Penganten Rang Bunian (Part 21)



Memang kebutuhan hidup dan makanan orang kampung itu rata-rata berupa ikan segar yang dimasak dengan berbagai resep dan selera penduduk. Sahrul sendiri sebetulnya merasa aneh dengan adanya makanan yang hanya terdiri dari ikan-ikan segar itu.
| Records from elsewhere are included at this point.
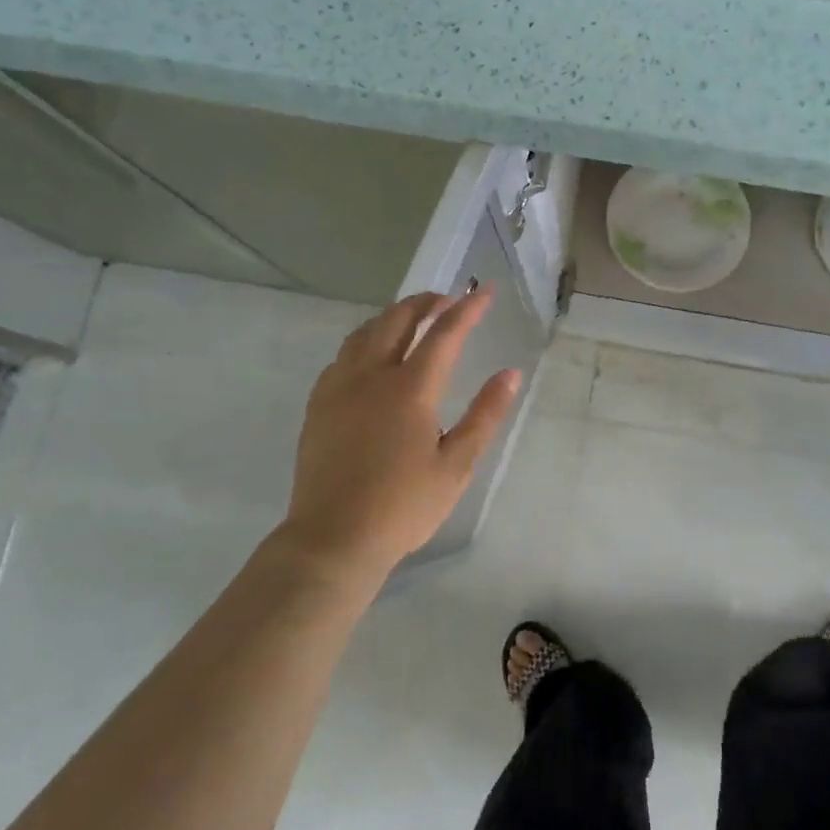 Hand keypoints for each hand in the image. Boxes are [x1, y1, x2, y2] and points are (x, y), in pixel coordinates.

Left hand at [280, 288, 521, 579]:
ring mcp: (339, 388)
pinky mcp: (319, 405)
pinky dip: (365, 340)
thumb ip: (485, 415)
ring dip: (393, 316)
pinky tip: (372, 356)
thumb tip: (510, 374)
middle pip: (398, 319)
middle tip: (448, 300)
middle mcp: (371, 376)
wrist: (333, 538)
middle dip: (425, 302)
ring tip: (413, 318)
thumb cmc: (404, 506)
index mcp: (410, 389)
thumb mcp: (457, 465)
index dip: (467, 309)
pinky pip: (343, 355)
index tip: (485, 291)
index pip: (444, 334)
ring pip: (365, 332) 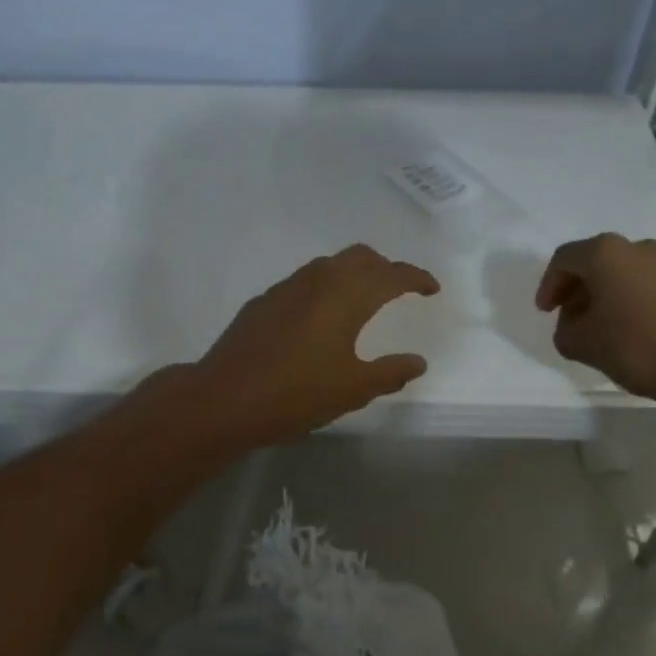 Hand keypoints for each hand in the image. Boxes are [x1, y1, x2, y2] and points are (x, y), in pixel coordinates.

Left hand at [193, 245, 440, 445]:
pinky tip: (318, 318)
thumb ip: (390, 373)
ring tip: (361, 301)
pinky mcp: (264, 301)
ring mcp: (286, 287)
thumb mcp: (352, 390)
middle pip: (360, 256)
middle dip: (384, 267)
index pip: (392, 274)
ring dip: (352, 273)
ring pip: (329, 264)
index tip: (431, 288)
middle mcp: (319, 280)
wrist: (224, 399)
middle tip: (398, 290)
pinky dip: (324, 287)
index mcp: (347, 296)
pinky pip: (304, 281)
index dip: (416, 277)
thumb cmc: (296, 394)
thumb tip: (418, 362)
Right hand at [534, 233, 655, 410]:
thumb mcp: (583, 344)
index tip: (546, 313)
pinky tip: (629, 332)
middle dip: (577, 291)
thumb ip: (565, 331)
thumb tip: (574, 325)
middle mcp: (637, 247)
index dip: (549, 286)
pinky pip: (645, 285)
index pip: (564, 259)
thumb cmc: (638, 346)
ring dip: (604, 297)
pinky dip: (629, 301)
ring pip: (622, 274)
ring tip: (599, 330)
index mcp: (605, 253)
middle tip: (569, 320)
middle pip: (595, 262) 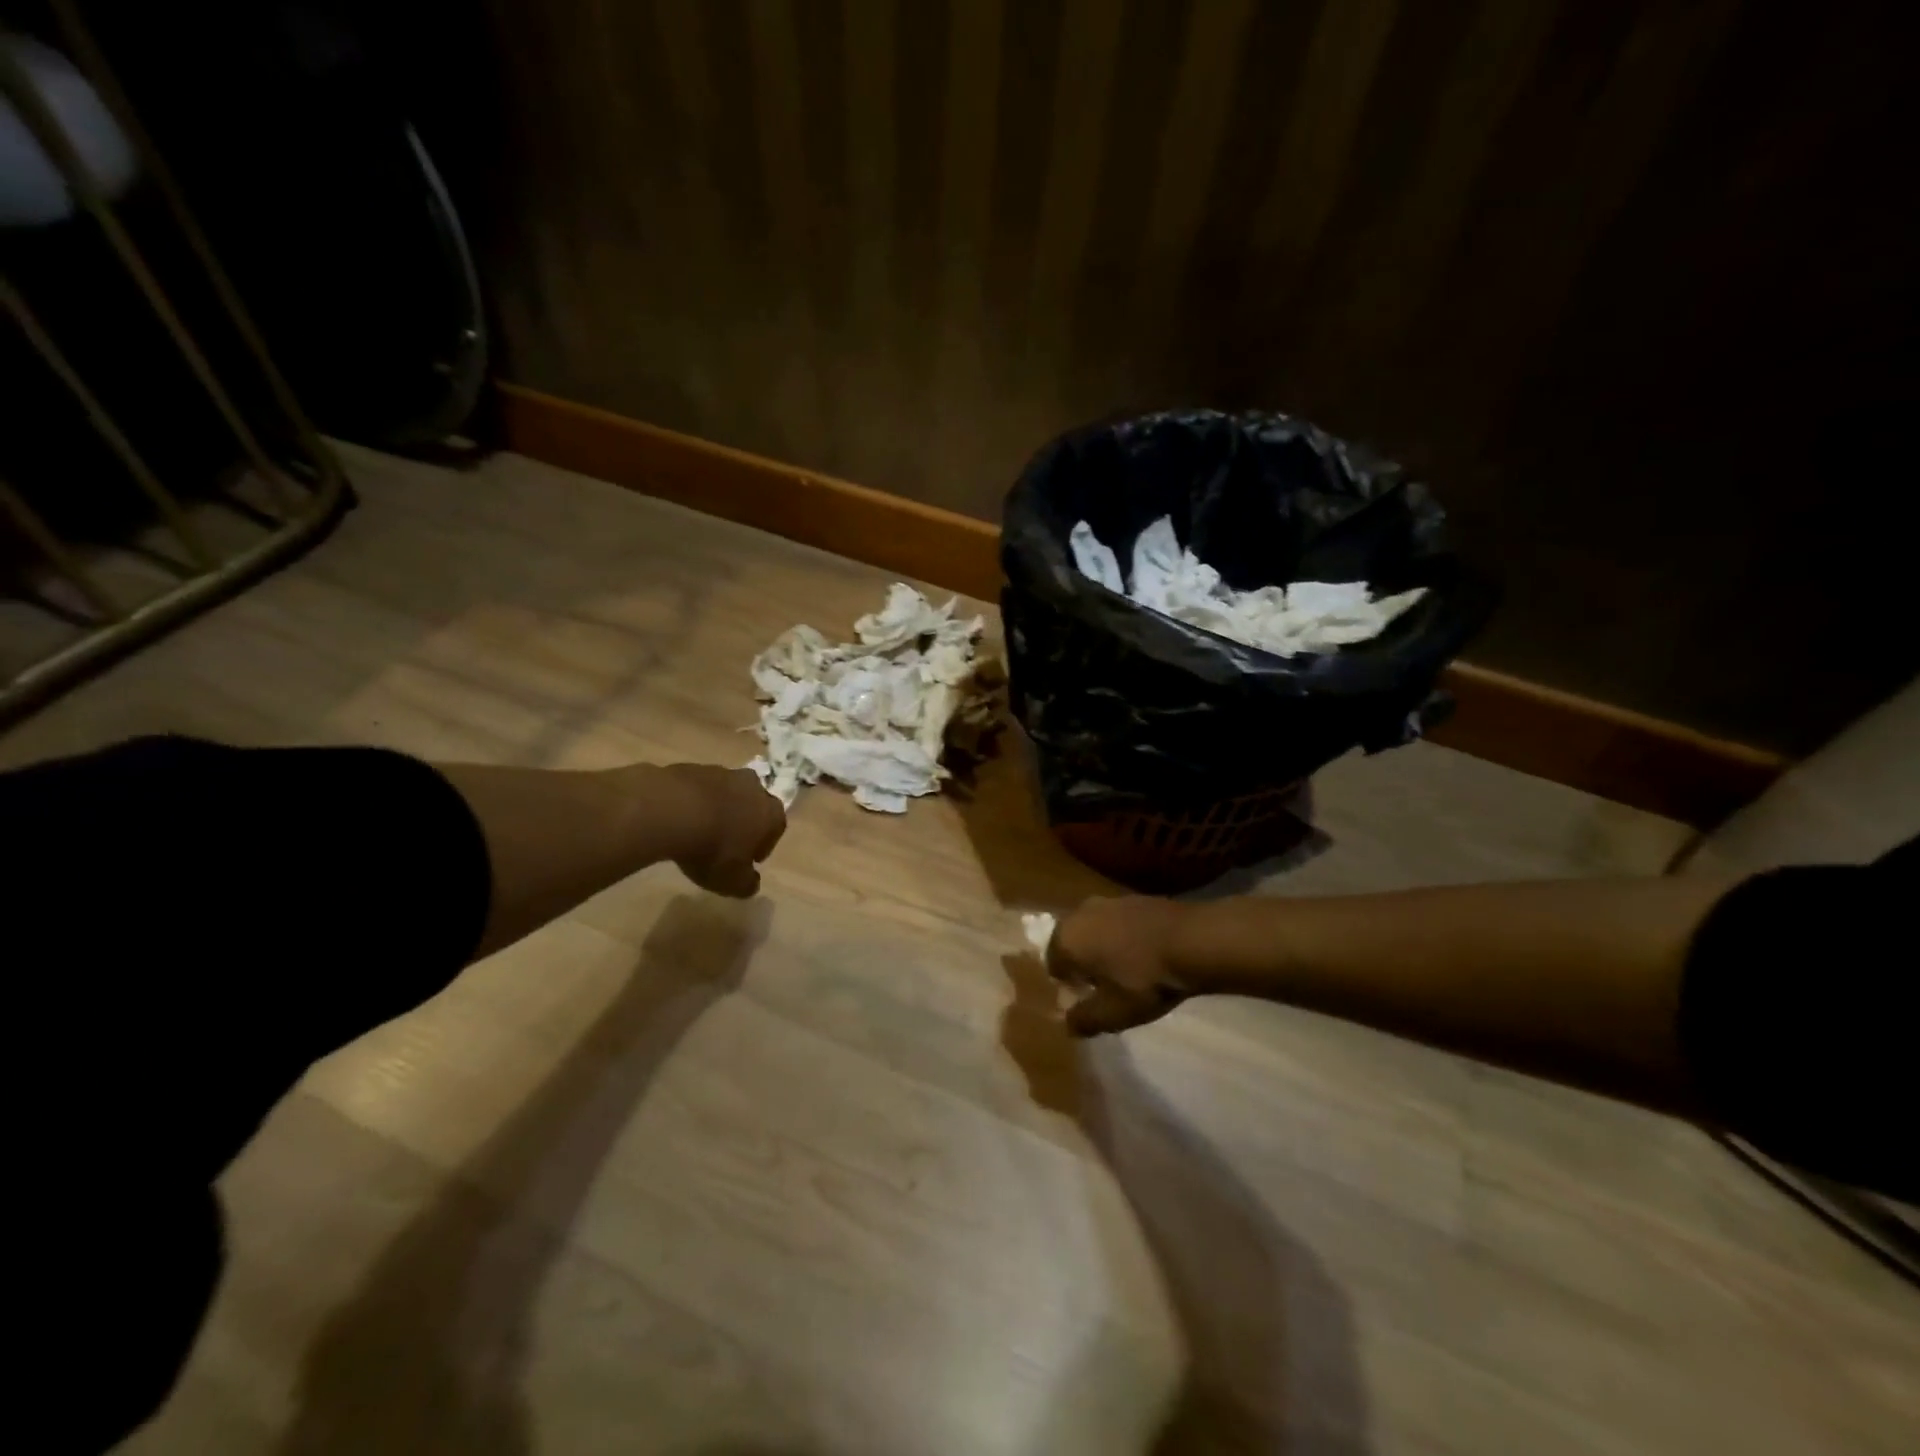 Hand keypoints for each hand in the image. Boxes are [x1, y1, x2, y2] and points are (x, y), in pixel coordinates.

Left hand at [666, 765, 786, 897]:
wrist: (670, 810)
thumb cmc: (712, 849)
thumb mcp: (732, 881)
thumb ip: (746, 883)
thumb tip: (752, 882)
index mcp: (770, 813)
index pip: (776, 828)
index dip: (763, 845)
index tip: (749, 859)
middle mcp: (752, 787)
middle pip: (753, 804)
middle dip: (743, 820)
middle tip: (726, 842)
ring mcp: (722, 773)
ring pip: (726, 793)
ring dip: (718, 809)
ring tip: (699, 830)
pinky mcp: (692, 767)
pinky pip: (699, 789)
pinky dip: (693, 802)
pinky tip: (678, 819)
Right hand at [1047, 896, 1195, 1035]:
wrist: (1191, 940)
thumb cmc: (1143, 979)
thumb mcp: (1112, 1013)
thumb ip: (1084, 1020)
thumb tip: (1068, 1024)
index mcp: (1066, 939)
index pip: (1053, 964)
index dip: (1068, 985)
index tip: (1087, 999)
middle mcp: (1080, 913)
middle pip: (1072, 942)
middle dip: (1083, 962)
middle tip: (1104, 986)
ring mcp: (1109, 901)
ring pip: (1095, 929)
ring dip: (1103, 947)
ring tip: (1126, 970)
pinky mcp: (1135, 898)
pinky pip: (1118, 922)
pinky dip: (1124, 936)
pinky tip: (1144, 953)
Namun lama kelamaan akhirnya dia terbiasa dengan hanya memakan ikan tanpa adanya nasi dan lauk pauk lainnya. Memang pernah ditanyakannya hal tersebut kepada istrinya, namun istrinya menjawab dengan ucapan-ucapan yang seakan-akan dia tersinggung atas pertanyaan itu. Akhirnya Sahrul hanya bisa meminta maaf dan tidak pernah menanyakannya lagi.
Di istanapun dia selalu disuguhkan dengan makanan-makanan yang berasal dari sungai, namun rasa dan aroma makanannya jauh lebih enak dan lezat dibanding apa yang didapatnya dirumah Ranti.

Hari berlalu, tanpa terasa Sahrul sudah memiliki anak yang sangat banyak. Namun tetap saja tidak ada kejanggalan yang disadari oleh Sahrul untuk dijadikannya bahan pertanyaan. Bahkan sudah puluhan tahun dia hidup disana dirasakannya hal itu sudah menjadi suatu kebiasaan yang tak perlu dipertanyakan lagi. Akhirnya Sahrul juga berprinsip lebih baik menjalani hidup penuh kenikmatan dibawah kehangatan tiga wanita ini dari pada dia harus mempersoalkan masalah yang tidak ingin dijawab oleh ketiga wanita itu.
Akan halnya Sang Ratu walaupun sudah puluhan tahun Sahrul melayaninya, tetap saja bersikap sebagai seorang ratu bila sudah selesai melakukan hubungan dengan Sahrul. Begitu juga dengan Sahrul yang selalu diwanti-wanti oleh Ranti dan Mayang untuk selalu menghormati Sang Ratu sebagai junjungan mereka. Walaupun hubungan persetubuhan selalu mereka lakukan.
Selama menjalani hidup di kampung itu, tidak pernah sekalipun Sahrul melihat ada wanita lain yang lebih cantik dari Sang Ratu, Ranti dan Mayang. Ketiga wanita itu kendati sudah puluhan kali melahirkan namun tetap saja cantik dan seakan bertambah cantik. Sehingga tidak terniat sedikitpun dihati Sahrul untuk mencari wanita lain yang lebih cantik di kampung itu. Memang dia tidak pernah melihat adanya wanita tua dikampung itu. Kendati Ratih adalah mertuanya yang merupakan ibunya Ranti, namun setiap kali Sahrul melihat wanita itu tetap saja tidak ada tanda-tanda penuaan diraut wajah wanita itu. Begitu juga dengan orang-orang kampung lainnya, tidak satu orangpun wanita tua yang dilihatnya di kampung itu. Rata-rata dari mereka adalah wanita remaja yang hampir sebaya umurnya. Hanya masalah kecantikan saja yang membedakan diantara mereka. Bahkan untuk melihat anak-anakpun Sahrul tidak pernah berjumpa dengan mereka di kampung itu. Tidak satupun anak-anak yangh dilihatnya. Memang dirumahnya ada banyak anak yang dilahirkan dari rahim istrinya. Namun ketika dia menanyakan keadaan mereka selalu saja dijawab istrinya dengan keterangan-keterangan yang entah bagaimana namun akhirnya membuat Sahrul mengerti dan tidak penasaran untuk menanyakan kembali. Dia hanya beberapa kali bertemu dengan anak-anaknya, namun anak-anak perempuannya itu sudah gadis dan rata-rata cantik seperti ibunya.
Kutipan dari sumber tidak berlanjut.